O ar em volta de mim se agitava, mesmo em uma sala fechada se criava vento, que rodeava pelos cantos da sala, ao invés das velas se apagarem, seu fogo foi levado como a uma linha tênue pelo vento, e logo incendiava a fumaça, causando pequenos incêndios em pleno ar, sem danificar nada que habitava aquela sala, e aos poucos vozes roucas e pequenos gruídos saiam das labaredas, sem realmente ser possível distinguir qualquer coisa que falavam, o fogo tomava várias formas desde humanas até animais, até o ponto de que todos se união ao cristal que estava em minhas mãos, criando desenhos vermelho-fogo por toda ela, até fossa ocular entrar em plena combustão, e assim se inicia movimentos estranhos da mesma, onde a mandíbula se mexia como se falasse, ao mesmo tempo que era movida para os lados, sem sair de seu lugar na composição geral. Ao terminar este momento, a caveira volta a flutuar mesmo a cima de minha mão, e ria de uma forma doente enquanto me encarava.
-O que queres de mim minha cara? Já não é sofrimento demais ter-me atado a ti?
-Sofrimento maior é ter que ouvir suas mesmas e incessantes indagações todas as vezes que precisamos conversar sobre algo, me cansa ter que estar perto de ser tão incômodo
-Se tens esta opinião sobre mim, por que não se cansa em me invocar? Estou aqui por que pedistes, e não por que gostaria de estar.
-Você sabe o que faz aqui, tudo está pronto para cumprir sua parte não? Estou cansada de esperar.
-Minha cara, sua paciência é muito ínfima para tal empreitada, porém com sua sorte agora parece que o caminho está mais aberto, logo poderás retornar.
-Logo? Logo demanda muito tempo que não possuo neste momento, estou morrendo a cada segundo que estou aqui.
-Isto não é apenas o castigo merecido – A caveira ria. – Estás aqui pelos seus próprios pecados, queres voltar sem ter pago sua penitência, e ainda me recrimina por demorar a tal?
-Não quero perder noção de quem sou, isto é pedir muito?
-Para alguém em sua situação atual, claro que é, inclusive me invocaste pela própria força de seu pecado.
-Você fala sobre pecado, mas és o próprio pecado personificado!
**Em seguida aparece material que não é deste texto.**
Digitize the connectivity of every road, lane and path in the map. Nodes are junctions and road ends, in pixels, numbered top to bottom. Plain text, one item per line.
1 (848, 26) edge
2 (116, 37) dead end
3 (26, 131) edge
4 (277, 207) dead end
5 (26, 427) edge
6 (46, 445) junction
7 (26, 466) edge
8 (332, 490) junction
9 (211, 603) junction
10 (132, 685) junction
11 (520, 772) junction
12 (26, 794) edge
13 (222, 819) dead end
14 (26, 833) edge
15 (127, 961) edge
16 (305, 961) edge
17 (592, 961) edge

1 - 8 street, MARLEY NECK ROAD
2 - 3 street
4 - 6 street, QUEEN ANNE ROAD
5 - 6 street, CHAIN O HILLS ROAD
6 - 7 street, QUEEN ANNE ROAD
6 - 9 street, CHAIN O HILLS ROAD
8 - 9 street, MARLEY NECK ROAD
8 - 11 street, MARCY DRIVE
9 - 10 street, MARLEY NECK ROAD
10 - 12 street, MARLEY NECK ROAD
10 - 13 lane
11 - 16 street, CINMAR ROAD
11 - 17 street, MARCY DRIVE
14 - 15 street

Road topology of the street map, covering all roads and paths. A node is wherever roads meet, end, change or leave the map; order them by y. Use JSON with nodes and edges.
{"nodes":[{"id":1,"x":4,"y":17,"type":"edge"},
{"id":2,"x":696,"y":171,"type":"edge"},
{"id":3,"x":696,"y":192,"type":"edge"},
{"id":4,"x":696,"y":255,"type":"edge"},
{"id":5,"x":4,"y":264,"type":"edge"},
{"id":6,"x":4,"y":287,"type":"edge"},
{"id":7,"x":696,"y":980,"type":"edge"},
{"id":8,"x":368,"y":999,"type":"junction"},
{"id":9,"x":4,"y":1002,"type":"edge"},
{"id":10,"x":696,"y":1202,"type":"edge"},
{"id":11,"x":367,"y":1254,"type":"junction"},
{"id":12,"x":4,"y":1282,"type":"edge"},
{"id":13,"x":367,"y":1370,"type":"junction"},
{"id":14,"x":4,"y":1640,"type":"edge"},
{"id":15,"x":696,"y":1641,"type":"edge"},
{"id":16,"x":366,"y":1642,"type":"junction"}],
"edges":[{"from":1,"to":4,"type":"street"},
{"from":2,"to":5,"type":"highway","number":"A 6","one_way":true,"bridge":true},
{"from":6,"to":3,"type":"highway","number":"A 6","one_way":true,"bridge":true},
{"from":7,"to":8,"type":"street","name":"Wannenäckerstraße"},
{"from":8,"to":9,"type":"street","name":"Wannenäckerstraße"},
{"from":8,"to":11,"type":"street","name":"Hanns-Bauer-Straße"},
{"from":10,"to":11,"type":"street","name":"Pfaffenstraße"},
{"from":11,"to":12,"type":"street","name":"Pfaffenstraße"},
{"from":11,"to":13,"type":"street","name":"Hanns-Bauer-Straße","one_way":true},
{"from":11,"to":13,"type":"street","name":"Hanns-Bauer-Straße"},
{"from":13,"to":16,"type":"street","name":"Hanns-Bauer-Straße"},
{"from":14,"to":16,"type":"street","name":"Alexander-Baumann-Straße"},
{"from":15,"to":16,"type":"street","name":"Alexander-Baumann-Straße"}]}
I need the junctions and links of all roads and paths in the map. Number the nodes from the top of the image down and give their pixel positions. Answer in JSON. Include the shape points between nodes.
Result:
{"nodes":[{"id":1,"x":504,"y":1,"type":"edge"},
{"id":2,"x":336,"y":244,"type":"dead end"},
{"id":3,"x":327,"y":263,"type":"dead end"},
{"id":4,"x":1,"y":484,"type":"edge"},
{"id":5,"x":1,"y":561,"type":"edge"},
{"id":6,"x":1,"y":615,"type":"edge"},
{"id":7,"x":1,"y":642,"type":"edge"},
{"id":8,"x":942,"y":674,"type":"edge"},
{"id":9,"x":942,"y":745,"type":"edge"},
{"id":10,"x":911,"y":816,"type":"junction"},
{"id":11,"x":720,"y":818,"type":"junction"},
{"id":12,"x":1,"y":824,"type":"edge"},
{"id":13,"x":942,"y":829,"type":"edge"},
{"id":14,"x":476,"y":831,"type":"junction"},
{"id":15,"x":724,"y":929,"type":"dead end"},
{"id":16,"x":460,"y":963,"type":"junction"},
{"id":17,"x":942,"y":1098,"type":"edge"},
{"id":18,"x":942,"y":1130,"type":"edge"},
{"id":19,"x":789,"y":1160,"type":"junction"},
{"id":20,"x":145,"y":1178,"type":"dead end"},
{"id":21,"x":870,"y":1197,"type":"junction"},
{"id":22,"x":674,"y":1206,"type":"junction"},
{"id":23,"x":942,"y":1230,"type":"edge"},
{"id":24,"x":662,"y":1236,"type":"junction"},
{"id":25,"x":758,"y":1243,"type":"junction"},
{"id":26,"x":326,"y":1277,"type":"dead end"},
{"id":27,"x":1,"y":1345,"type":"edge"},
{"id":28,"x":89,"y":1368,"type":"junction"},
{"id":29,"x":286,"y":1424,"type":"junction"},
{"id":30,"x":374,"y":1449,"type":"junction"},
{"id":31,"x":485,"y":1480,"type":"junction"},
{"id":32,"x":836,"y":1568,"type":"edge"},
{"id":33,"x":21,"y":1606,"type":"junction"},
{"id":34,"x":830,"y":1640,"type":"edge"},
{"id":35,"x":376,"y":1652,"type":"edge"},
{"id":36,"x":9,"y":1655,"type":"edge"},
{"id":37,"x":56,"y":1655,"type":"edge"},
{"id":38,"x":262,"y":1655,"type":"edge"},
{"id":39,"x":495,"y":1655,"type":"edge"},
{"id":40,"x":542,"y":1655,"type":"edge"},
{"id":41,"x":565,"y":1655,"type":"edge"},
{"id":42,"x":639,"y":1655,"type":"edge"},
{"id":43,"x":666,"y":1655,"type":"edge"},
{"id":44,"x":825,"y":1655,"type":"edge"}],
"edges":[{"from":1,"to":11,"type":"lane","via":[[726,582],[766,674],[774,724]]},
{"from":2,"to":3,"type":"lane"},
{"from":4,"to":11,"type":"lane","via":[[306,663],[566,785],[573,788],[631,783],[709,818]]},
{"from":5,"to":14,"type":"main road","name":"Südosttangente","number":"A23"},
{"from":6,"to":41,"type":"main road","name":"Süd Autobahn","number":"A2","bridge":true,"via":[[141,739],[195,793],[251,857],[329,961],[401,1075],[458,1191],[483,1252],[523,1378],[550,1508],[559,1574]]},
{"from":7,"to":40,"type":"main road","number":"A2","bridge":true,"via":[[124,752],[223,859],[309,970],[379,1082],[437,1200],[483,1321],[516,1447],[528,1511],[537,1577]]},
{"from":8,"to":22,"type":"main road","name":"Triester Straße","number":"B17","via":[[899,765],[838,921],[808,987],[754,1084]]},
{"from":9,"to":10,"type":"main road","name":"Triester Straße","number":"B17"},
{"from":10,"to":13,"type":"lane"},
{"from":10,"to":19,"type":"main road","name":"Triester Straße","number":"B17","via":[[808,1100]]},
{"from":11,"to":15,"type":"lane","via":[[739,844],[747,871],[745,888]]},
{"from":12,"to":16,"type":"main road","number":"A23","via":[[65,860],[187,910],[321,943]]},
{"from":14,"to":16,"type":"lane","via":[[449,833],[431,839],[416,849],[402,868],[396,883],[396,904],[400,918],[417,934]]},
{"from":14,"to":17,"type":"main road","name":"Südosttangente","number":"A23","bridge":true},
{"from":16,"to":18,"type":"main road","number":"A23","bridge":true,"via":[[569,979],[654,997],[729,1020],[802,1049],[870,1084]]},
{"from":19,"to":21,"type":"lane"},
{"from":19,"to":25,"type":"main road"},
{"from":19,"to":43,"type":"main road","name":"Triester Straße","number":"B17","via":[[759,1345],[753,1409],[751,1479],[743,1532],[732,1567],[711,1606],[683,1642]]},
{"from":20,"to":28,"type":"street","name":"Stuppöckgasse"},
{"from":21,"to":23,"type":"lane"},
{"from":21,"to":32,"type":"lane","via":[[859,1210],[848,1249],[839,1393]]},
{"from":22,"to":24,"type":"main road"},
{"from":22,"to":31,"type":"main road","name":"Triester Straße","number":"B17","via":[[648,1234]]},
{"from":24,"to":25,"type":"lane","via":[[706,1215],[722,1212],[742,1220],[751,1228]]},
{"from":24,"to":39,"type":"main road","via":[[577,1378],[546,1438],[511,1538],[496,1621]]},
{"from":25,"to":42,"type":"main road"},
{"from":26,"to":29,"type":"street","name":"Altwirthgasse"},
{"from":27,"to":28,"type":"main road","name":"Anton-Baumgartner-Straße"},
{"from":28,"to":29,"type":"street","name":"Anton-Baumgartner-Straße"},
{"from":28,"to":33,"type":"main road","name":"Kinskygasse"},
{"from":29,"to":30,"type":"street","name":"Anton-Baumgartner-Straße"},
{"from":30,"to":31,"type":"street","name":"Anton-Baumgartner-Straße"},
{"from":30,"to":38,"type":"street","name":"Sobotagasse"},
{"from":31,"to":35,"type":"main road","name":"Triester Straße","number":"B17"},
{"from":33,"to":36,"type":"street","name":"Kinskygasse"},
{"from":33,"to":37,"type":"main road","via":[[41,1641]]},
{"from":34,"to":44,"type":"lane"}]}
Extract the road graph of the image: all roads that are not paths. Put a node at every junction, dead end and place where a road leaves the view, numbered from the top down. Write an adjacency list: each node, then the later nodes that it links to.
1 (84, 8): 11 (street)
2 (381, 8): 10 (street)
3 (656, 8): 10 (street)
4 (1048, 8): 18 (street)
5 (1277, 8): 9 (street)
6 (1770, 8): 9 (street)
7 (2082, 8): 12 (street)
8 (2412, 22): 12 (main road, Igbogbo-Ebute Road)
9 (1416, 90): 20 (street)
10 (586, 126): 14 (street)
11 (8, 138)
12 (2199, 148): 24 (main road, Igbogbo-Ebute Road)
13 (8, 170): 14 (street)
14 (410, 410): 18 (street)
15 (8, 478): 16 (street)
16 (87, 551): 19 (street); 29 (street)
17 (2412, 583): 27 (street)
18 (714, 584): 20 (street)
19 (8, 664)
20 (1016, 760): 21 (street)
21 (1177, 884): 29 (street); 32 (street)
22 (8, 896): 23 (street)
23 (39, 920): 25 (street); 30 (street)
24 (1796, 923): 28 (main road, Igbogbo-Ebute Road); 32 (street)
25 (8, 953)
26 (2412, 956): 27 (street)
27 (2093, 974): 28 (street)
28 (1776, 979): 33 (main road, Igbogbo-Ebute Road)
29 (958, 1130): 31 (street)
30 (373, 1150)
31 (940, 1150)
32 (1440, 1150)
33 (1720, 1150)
Como ousas me criticar.
-Minha cara, estou no meu dever aqui, apenas o mal pune o mal, estou sendo bonzinho com a senhorita por lhe permitir mais uma chance, claro que com o preço adequado.
-Preço adequado!? Você apenas quer tudo de mim, o que serei eu se pagar o que me pedes.
-Continuará sendo você mesma, mesmo depois de voltar, algo que a maioria no seu estado nunca alcançou.
-Mas o que serei eu então depois de voltar? Serei eu ainda uma humana? Ou apenas algo a se decompor?
-Você deixou de ser humana logo após de se banhar no seu próprio pecado, por amor você tirou uma vida para recuperar outra, por amor você destruiu tudo o que existia a sua volta, e agora clama por libertação? Os grilhões que te prendem a este mundo são fortes demais para serem rompidos assim, você se afundou na própria cobiça disfarçada de amor, não podes mais ser chamada de humana.
-Então o que sereis a partir de agora?
-Agora, minha cara, será como aquilo que você cria, será um ser em decomposição andante na terra, o que te anima será apenas um resquício de sua antiga alma imortal, mas que foi destroçada pelo próprio pecado, e sua punição será espalhar a destruição descontrolada, até que pagues com as almas dos mortos o mesmo que pagou para criá-los, mas vamos, por que o tempo urge, seu corpo não mais resistirá sem sua presença.